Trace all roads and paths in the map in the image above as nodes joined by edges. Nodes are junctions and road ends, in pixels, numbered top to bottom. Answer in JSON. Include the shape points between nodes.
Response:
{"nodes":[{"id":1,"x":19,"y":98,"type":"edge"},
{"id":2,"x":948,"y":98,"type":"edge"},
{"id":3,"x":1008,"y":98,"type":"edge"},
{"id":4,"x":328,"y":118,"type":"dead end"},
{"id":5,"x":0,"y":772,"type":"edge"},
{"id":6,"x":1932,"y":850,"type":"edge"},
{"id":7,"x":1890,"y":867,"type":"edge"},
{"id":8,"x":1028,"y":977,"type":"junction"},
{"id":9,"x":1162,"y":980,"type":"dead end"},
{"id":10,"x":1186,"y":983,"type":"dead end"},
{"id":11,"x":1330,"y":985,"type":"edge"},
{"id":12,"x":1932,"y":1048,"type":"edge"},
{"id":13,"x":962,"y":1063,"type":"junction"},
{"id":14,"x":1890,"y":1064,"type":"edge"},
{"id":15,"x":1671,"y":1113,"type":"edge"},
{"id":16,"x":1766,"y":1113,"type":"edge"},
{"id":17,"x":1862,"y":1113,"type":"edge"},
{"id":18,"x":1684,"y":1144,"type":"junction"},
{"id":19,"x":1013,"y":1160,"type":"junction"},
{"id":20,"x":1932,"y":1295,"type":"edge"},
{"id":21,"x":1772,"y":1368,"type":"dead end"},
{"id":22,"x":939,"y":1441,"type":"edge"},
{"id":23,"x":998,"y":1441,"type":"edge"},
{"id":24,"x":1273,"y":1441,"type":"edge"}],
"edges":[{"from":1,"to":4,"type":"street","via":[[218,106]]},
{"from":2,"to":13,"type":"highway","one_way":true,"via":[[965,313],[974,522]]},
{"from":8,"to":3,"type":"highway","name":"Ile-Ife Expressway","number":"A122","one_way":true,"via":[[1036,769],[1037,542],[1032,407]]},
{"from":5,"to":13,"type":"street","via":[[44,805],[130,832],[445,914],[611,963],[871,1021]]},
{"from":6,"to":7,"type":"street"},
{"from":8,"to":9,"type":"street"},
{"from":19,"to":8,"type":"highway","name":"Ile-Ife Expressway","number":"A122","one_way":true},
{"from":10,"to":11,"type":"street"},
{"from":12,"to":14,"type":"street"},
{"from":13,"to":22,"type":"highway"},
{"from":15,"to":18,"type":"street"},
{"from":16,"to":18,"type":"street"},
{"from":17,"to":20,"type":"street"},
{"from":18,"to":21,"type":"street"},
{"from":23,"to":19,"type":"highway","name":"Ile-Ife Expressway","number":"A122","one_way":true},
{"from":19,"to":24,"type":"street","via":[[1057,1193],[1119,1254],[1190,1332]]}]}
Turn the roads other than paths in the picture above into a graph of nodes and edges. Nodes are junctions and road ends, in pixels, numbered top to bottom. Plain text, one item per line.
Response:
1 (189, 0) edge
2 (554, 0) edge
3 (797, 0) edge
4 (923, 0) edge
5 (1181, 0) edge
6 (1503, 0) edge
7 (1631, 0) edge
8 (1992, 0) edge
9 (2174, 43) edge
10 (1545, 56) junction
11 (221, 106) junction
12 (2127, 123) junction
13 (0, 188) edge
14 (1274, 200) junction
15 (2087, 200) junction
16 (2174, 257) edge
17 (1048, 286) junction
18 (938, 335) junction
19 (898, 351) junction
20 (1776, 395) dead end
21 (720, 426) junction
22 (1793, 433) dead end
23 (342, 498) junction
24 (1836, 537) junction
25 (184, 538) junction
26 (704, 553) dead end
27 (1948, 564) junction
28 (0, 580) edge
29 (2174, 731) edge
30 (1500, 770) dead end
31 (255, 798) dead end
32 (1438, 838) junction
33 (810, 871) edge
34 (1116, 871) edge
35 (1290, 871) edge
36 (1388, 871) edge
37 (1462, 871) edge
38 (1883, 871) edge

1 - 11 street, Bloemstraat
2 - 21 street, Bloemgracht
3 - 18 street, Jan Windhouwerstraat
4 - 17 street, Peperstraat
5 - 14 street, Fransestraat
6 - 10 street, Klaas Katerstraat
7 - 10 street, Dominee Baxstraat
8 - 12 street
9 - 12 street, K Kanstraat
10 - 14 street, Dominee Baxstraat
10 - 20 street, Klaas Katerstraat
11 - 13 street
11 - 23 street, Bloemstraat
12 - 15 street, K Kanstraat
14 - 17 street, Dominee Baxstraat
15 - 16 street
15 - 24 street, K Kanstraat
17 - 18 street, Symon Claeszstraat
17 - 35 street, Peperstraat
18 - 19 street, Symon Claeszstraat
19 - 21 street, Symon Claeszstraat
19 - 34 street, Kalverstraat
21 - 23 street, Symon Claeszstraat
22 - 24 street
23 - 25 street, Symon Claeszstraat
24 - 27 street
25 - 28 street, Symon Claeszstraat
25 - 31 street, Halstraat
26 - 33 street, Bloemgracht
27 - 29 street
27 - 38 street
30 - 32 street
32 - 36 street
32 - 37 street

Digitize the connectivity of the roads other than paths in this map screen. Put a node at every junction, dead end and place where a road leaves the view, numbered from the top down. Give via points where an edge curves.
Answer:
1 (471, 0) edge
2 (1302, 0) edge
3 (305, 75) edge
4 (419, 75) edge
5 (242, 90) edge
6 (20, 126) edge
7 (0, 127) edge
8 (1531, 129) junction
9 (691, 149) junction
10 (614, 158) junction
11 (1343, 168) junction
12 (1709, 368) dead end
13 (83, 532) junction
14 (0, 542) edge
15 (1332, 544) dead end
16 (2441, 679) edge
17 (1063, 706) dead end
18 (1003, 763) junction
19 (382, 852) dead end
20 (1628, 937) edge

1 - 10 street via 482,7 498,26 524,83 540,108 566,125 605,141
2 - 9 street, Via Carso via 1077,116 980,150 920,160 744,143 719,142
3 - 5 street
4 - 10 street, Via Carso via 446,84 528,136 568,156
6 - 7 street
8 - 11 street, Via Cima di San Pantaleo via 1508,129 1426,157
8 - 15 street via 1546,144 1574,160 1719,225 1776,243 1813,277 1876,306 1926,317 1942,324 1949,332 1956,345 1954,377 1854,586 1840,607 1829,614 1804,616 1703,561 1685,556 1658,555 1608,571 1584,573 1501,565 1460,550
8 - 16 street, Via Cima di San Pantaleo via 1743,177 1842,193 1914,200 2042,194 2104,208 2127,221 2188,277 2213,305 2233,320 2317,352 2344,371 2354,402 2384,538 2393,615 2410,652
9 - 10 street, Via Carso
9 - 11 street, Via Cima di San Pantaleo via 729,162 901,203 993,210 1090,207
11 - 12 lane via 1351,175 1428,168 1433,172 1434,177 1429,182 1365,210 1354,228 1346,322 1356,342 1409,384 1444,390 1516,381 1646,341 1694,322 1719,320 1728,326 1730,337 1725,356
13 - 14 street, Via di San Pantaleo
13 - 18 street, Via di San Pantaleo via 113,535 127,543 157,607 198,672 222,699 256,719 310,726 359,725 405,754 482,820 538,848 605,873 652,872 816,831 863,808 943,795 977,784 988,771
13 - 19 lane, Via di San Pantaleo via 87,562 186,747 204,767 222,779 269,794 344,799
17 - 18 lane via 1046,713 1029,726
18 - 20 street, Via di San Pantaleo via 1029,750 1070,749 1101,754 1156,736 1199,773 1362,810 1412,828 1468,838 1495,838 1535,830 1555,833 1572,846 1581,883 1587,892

______

A precise copy of all the records is needed.

Trace all roads and paths in the map in the image above as nodes joined by edges. Nodes are junctions and road ends, in pixels, numbered top to bottom. Answer in JSON. Include the shape points between nodes.
Response:
{"nodes":[{"id":1,"x":19,"y":98,"type":"edge"},
{"id":2,"x":948,"y":98,"type":"edge"},
{"id":3,"x":1008,"y":98,"type":"edge"},
{"id":4,"x":328,"y":118,"type":"dead end"},
{"id":5,"x":0,"y":772,"type":"edge"},
{"id":6,"x":1932,"y":850,"type":"edge"},
{"id":7,"x":1890,"y":867,"type":"edge"},
{"id":8,"x":1028,"y":977,"type":"junction"},
{"id":9,"x":1162,"y":980,"type":"dead end"},
{"id":10,"x":1186,"y":983,"type":"dead end"},
{"id":11,"x":1330,"y":985,"type":"edge"},
{"id":12,"x":1932,"y":1048,"type":"edge"},
{"id":13,"x":962,"y":1063,"type":"junction"},
{"id":14,"x":1890,"y":1064,"type":"edge"},
{"id":15,"x":1671,"y":1113,"type":"edge"},
{"id":16,"x":1766,"y":1113,"type":"edge"},
{"id":17,"x":1862,"y":1113,"type":"edge"},
{"id":18,"x":1684,"y":1144,"type":"junction"},
{"id":19,"x":1013,"y":1160,"type":"junction"},
{"id":20,"x":1932,"y":1295,"type":"edge"},
{"id":21,"x":1772,"y":1368,"type":"dead end"},
{"id":22,"x":939,"y":1441,"type":"edge"},
{"id":23,"x":998,"y":1441,"type":"edge"},
{"id":24,"x":1273,"y":1441,"type":"edge"}],
"edges":[{"from":1,"to":4,"type":"street","via":[[218,106]]},
{"from":2,"to":13,"type":"highway","one_way":true,"via":[[965,313],[974,522]]},
{"from":8,"to":3,"type":"highway","name":"Ile-Ife Expressway","number":"A122","one_way":true,"via":[[1036,769],[1037,542],[1032,407]]},
{"from":5,"to":13,"type":"street","via":[[44,805],[130,832],[445,914],[611,963],[871,1021]]},
{"from":6,"to":7,"type":"street"},
{"from":8,"to":9,"type":"street"},
{"from":19,"to":8,"type":"highway","name":"Ile-Ife Expressway","number":"A122","one_way":true},
{"from":10,"to":11,"type":"street"},
{"from":12,"to":14,"type":"street"},
{"from":13,"to":22,"type":"highway"},
{"from":15,"to":18,"type":"street"},
{"from":16,"to":18,"type":"street"},
{"from":17,"to":20,"type":"street"},
{"from":18,"to":21,"type":"street"},
{"from":23,"to":19,"type":"highway","name":"Ile-Ife Expressway","number":"A122","one_way":true},
{"from":19,"to":24,"type":"street","via":[[1057,1193],[1119,1254],[1190,1332]]}]}
Turn the roads other than paths in the picture above into a graph of nodes and edges. Nodes are junctions and road ends, in pixels, numbered top to bottom. Plain text, one item per line.
Response:
1 (189, 0) edge
2 (554, 0) edge
3 (797, 0) edge
4 (923, 0) edge
5 (1181, 0) edge
6 (1503, 0) edge
7 (1631, 0) edge
8 (1992, 0) edge
9 (2174, 43) edge
10 (1545, 56) junction
11 (221, 106) junction
12 (2127, 123) junction
13 (0, 188) edge
14 (1274, 200) junction
15 (2087, 200) junction
16 (2174, 257) edge
17 (1048, 286) junction
18 (938, 335) junction
19 (898, 351) junction
20 (1776, 395) dead end
21 (720, 426) junction
22 (1793, 433) dead end
23 (342, 498) junction
24 (1836, 537) junction
25 (184, 538) junction
26 (704, 553) dead end
27 (1948, 564) junction
28 (0, 580) edge
29 (2174, 731) edge
30 (1500, 770) dead end
31 (255, 798) dead end
32 (1438, 838) junction
33 (810, 871) edge
34 (1116, 871) edge
35 (1290, 871) edge
36 (1388, 871) edge
37 (1462, 871) edge
38 (1883, 871) edge

1 - 11 street, Bloemstraat
2 - 21 street, Bloemgracht
3 - 18 street, Jan Windhouwerstraat
4 - 17 street, Peperstraat
5 - 14 street, Fransestraat
6 - 10 street, Klaas Katerstraat
7 - 10 street, Dominee Baxstraat
8 - 12 street
9 - 12 street, K Kanstraat
10 - 14 street, Dominee Baxstraat
10 - 20 street, Klaas Katerstraat
11 - 13 street
11 - 23 street, Bloemstraat
12 - 15 street, K Kanstraat
14 - 17 street, Dominee Baxstraat
15 - 16 street
15 - 24 street, K Kanstraat
17 - 18 street, Symon Claeszstraat
17 - 35 street, Peperstraat
18 - 19 street, Symon Claeszstraat
19 - 21 street, Symon Claeszstraat
19 - 34 street, Kalverstraat
21 - 23 street, Symon Claeszstraat
22 - 24 street
23 - 25 street, Symon Claeszstraat
24 - 27 street
25 - 28 street, Symon Claeszstraat
25 - 31 street, Halstraat
26 - 33 street, Bloemgracht
27 - 29 street
27 - 38 street
30 - 32 street
32 - 36 street
32 - 37 street

Digitize the connectivity of the roads other than paths in this map screen. Put a node at every junction, dead end and place where a road leaves the view, numbered from the top down. Give via points where an edge curves.
Answer:
1 (471, 0) edge
2 (1302, 0) edge
3 (305, 75) edge
4 (419, 75) edge
5 (242, 90) edge
6 (20, 126) edge
7 (0, 127) edge
8 (1531, 129) junction
9 (691, 149) junction
10 (614, 158) junction
11 (1343, 168) junction
12 (1709, 368) dead end
13 (83, 532) junction
14 (0, 542) edge
15 (1332, 544) dead end
16 (2441, 679) edge
17 (1063, 706) dead end
18 (1003, 763) junction
19 (382, 852) dead end
20 (1628, 937) edge

1 - 10 street via 482,7 498,26 524,83 540,108 566,125 605,141
2 - 9 street, Via Carso via 1077,116 980,150 920,160 744,143 719,142
3 - 5 street
4 - 10 street, Via Carso via 446,84 528,136 568,156
6 - 7 street
8 - 11 street, Via Cima di San Pantaleo via 1508,129 1426,157
8 - 15 street via 1546,144 1574,160 1719,225 1776,243 1813,277 1876,306 1926,317 1942,324 1949,332 1956,345 1954,377 1854,586 1840,607 1829,614 1804,616 1703,561 1685,556 1658,555 1608,571 1584,573 1501,565 1460,550
8 - 16 street, Via Cima di San Pantaleo via 1743,177 1842,193 1914,200 2042,194 2104,208 2127,221 2188,277 2213,305 2233,320 2317,352 2344,371 2354,402 2384,538 2393,615 2410,652
9 - 10 street, Via Carso
9 - 11 street, Via Cima di San Pantaleo via 729,162 901,203 993,210 1090,207
11 - 12 lane via 1351,175 1428,168 1433,172 1434,177 1429,182 1365,210 1354,228 1346,322 1356,342 1409,384 1444,390 1516,381 1646,341 1694,322 1719,320 1728,326 1730,337 1725,356
13 - 14 street, Via di San Pantaleo
13 - 18 street, Via di San Pantaleo via 113,535 127,543 157,607 198,672 222,699 256,719 310,726 359,725 405,754 482,820 538,848 605,873 652,872 816,831 863,808 943,795 977,784 988,771
13 - 19 lane, Via di San Pantaleo via 87,562 186,747 204,767 222,779 269,794 344,799
17 - 18 lane via 1046,713 1029,726
18 - 20 street, Via di San Pantaleo via 1029,750 1070,749 1101,754 1156,736 1199,773 1362,810 1412,828 1468,838 1495,838 1535,830 1555,833 1572,846 1581,883 1587,892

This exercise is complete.